Start the vegetables
- Preheat the oven to 450°F and place a sheet pan inside to warm.
- Bring a large pot of salted water to a boil.
- Add the potatoes and Brussels sprouts (remove the root ends before adding).
- Boil, stirring occasionally, 10 to 12 min., until tender.
- Drain the vegetables.

Make the garlic butter
- Meanwhile, in a medium bowl, microwave 4 tbsp butter (double for 4 portions), in 15 sec. increments, until softened.
- Add the garlic, cheese and S&P; stir well.

Finish the vegetables
- Generously drizzle the sheet pan from the oven with oil.
- Transfer the vegetables to a cutting board.
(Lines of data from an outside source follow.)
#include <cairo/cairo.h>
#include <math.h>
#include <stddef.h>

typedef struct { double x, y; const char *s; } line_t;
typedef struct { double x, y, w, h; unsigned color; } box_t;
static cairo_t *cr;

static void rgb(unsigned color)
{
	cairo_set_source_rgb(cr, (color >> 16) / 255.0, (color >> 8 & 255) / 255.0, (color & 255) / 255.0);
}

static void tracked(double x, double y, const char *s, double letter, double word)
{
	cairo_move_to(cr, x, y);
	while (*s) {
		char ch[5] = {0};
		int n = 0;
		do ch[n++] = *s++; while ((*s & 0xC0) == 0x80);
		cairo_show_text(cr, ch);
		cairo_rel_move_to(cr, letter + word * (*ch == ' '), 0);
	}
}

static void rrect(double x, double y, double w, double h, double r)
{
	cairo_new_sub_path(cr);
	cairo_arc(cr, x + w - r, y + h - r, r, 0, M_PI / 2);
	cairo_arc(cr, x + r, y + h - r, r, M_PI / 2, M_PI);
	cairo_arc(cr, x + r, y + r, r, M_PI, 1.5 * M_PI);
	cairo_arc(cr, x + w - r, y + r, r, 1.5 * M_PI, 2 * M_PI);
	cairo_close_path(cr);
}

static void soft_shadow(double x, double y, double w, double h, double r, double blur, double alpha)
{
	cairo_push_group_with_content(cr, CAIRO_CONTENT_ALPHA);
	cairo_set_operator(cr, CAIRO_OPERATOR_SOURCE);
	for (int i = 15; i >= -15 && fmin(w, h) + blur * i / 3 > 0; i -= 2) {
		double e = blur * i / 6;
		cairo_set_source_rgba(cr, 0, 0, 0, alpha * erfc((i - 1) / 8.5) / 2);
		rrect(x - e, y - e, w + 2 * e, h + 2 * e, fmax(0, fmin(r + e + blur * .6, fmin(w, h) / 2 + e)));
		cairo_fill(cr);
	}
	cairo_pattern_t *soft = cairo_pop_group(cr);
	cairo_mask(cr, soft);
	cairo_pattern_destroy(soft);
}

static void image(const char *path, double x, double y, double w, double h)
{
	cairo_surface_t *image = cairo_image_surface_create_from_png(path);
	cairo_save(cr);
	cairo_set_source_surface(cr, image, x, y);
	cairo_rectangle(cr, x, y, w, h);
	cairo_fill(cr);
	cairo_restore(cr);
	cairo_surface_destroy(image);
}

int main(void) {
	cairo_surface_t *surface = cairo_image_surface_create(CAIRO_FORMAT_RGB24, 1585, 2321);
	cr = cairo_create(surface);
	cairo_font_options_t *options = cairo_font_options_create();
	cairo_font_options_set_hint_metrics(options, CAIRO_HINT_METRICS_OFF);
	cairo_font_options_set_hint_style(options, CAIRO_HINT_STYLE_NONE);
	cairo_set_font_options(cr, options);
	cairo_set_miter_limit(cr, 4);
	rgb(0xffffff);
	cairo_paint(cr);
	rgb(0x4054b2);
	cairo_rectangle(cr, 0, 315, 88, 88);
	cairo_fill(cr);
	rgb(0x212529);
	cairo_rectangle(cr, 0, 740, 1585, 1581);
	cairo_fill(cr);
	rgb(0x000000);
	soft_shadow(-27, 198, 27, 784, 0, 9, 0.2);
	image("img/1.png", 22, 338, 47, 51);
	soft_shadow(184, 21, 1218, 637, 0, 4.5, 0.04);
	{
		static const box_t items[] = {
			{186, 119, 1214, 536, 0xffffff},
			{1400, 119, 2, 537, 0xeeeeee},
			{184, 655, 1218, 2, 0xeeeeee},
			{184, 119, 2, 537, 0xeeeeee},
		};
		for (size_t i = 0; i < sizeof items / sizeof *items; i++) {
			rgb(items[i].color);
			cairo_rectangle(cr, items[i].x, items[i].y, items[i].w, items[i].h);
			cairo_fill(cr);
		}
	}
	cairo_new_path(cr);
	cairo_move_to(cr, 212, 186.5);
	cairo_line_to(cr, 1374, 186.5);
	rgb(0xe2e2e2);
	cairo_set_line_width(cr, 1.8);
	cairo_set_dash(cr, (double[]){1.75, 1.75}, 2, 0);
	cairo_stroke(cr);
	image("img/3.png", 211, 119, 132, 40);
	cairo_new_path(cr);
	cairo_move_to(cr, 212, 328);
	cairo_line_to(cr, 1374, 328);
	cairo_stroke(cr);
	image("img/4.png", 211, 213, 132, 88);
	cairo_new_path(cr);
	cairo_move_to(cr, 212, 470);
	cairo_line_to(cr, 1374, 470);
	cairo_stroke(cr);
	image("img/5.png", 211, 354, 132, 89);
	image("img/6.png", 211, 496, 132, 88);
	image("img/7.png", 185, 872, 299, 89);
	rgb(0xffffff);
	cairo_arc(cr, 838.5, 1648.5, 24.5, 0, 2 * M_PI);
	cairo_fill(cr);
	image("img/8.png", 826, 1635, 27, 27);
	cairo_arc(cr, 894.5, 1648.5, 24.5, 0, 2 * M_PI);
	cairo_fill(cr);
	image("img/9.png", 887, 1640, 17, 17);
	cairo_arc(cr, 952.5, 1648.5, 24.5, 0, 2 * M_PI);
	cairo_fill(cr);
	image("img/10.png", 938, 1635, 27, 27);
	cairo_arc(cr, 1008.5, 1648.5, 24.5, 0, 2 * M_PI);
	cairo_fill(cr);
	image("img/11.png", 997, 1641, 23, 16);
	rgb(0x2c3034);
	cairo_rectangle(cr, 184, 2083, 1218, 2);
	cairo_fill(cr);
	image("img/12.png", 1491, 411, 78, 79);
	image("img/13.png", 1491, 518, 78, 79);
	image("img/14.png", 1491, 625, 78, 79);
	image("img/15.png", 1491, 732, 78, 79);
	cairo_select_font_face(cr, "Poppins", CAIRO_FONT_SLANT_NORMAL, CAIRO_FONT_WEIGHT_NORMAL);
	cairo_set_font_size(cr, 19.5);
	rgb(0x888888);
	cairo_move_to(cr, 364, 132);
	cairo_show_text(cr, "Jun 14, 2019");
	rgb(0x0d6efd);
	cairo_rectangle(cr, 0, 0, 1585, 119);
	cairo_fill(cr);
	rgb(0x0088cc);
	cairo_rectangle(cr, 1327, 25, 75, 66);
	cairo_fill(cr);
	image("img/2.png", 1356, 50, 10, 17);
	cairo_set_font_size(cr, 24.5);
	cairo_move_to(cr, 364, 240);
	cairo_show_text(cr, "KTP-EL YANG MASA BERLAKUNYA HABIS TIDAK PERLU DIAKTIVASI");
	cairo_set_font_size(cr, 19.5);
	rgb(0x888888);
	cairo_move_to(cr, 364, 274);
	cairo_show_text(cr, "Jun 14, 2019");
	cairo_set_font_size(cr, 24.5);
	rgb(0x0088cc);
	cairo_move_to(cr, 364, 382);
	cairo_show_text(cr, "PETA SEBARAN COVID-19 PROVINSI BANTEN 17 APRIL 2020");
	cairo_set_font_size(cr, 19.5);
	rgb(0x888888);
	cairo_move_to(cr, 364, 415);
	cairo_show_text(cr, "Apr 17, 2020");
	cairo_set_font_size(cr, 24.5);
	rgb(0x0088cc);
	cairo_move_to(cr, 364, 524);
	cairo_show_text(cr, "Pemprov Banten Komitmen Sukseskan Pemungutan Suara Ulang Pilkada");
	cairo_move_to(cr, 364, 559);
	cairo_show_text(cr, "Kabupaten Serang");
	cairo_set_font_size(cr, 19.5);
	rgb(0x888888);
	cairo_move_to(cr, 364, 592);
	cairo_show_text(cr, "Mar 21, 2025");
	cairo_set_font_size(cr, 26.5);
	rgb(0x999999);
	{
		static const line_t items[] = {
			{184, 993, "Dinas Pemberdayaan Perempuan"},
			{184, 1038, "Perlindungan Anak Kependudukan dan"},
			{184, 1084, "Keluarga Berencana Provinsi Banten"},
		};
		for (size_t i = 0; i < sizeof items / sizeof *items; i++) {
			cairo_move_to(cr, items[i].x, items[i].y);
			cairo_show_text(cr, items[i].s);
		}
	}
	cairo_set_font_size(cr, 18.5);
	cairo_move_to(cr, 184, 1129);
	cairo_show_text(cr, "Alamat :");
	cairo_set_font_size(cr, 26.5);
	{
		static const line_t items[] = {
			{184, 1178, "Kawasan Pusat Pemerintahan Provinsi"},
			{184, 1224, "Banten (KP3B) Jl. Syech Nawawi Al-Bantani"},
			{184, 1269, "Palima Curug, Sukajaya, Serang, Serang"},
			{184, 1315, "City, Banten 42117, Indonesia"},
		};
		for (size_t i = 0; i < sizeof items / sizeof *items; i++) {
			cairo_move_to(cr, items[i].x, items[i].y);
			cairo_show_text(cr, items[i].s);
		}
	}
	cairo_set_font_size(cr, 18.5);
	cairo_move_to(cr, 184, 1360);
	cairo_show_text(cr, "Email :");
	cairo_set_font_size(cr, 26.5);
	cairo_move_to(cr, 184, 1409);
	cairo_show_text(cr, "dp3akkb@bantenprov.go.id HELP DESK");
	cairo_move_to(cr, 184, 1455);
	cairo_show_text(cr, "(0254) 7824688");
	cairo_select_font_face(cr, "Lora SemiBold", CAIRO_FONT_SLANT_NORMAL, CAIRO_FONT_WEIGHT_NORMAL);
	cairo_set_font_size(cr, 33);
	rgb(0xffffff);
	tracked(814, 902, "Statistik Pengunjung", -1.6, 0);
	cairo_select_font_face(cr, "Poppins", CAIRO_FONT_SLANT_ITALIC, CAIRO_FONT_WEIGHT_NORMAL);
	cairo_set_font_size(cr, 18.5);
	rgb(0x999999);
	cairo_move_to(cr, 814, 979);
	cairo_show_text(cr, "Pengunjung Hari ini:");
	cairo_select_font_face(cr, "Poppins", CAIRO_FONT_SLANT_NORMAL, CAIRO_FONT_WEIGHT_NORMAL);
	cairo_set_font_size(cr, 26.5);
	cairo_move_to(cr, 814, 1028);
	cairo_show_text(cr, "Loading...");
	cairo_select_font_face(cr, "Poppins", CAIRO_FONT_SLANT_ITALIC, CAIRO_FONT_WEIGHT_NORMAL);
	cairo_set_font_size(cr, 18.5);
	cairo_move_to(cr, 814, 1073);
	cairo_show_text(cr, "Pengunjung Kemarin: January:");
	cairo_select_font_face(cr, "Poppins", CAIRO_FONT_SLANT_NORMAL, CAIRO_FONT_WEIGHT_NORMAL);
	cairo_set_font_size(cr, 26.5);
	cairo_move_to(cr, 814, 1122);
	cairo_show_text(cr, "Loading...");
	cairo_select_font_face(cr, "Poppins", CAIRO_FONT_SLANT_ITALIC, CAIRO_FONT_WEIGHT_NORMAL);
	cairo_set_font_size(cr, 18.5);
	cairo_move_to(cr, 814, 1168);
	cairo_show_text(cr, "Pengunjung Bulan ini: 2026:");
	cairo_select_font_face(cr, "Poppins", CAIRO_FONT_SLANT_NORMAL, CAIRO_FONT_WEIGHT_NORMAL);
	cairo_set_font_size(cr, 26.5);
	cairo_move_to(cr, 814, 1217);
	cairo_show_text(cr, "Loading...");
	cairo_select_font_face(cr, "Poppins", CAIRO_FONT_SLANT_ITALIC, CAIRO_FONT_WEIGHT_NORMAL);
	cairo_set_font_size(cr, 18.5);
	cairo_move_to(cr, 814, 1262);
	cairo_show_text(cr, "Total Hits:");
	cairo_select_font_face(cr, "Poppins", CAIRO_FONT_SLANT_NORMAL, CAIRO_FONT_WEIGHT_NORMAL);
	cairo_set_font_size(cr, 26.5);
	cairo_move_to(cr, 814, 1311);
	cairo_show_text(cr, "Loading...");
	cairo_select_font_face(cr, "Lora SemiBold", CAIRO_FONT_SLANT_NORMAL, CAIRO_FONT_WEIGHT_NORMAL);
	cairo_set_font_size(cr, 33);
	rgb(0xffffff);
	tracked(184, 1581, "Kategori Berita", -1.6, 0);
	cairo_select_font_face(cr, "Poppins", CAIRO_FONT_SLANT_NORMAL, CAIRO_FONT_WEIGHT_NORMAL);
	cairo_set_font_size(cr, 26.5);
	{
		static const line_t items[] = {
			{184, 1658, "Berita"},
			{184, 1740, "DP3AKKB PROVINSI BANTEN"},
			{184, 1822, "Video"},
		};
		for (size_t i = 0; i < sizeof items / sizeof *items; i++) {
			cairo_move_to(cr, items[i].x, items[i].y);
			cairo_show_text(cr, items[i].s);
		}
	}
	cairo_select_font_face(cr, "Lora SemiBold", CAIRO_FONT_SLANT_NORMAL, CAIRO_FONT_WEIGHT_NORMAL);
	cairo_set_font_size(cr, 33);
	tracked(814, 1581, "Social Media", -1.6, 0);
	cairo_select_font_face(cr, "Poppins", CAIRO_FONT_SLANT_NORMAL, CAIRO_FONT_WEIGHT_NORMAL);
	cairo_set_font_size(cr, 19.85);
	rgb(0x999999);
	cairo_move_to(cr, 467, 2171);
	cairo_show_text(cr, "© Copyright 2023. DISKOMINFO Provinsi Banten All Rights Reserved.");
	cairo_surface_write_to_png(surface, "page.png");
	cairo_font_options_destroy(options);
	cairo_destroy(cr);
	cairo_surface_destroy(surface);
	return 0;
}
Using the back of a fork (or the bottom of a cup), smash to flatten.
- Arrange on the sheet pan and toss with a drizzle of oil, ⅔ of the spices and S&P.
- Roast, flipping halfway, 10 to 12 min., until beginning to brown.
- Add ½ the garlic butter; toss well.
- Switch the oven to broil, 3 to 4 min., until beginning to crisp.

Cook the steaks
- Meanwhile, pat the steaks dry; season with the remaining spices and S&P.
- In a large pan, heat a drizzle of oil on medium-high.
- Add the steaks* and cook, 2 to 3 min. per side, until cooked as desired.
- Transfer to a cutting board and let rest before slicing.

Make the salad
- Meanwhile, in a large bowl, combine the vinegar, 2 tbsp oil (double for 4 portions) and S&P.
- Add the baby greens and watercress; toss well.

Plate your dish
- Divide the steaks, vegetables and salad between your plates.
- Top the steaks with the remaining garlic butter. Bon appétit!
*Health Canada recommends cooking beef to a minimum internal temperature of 63°C.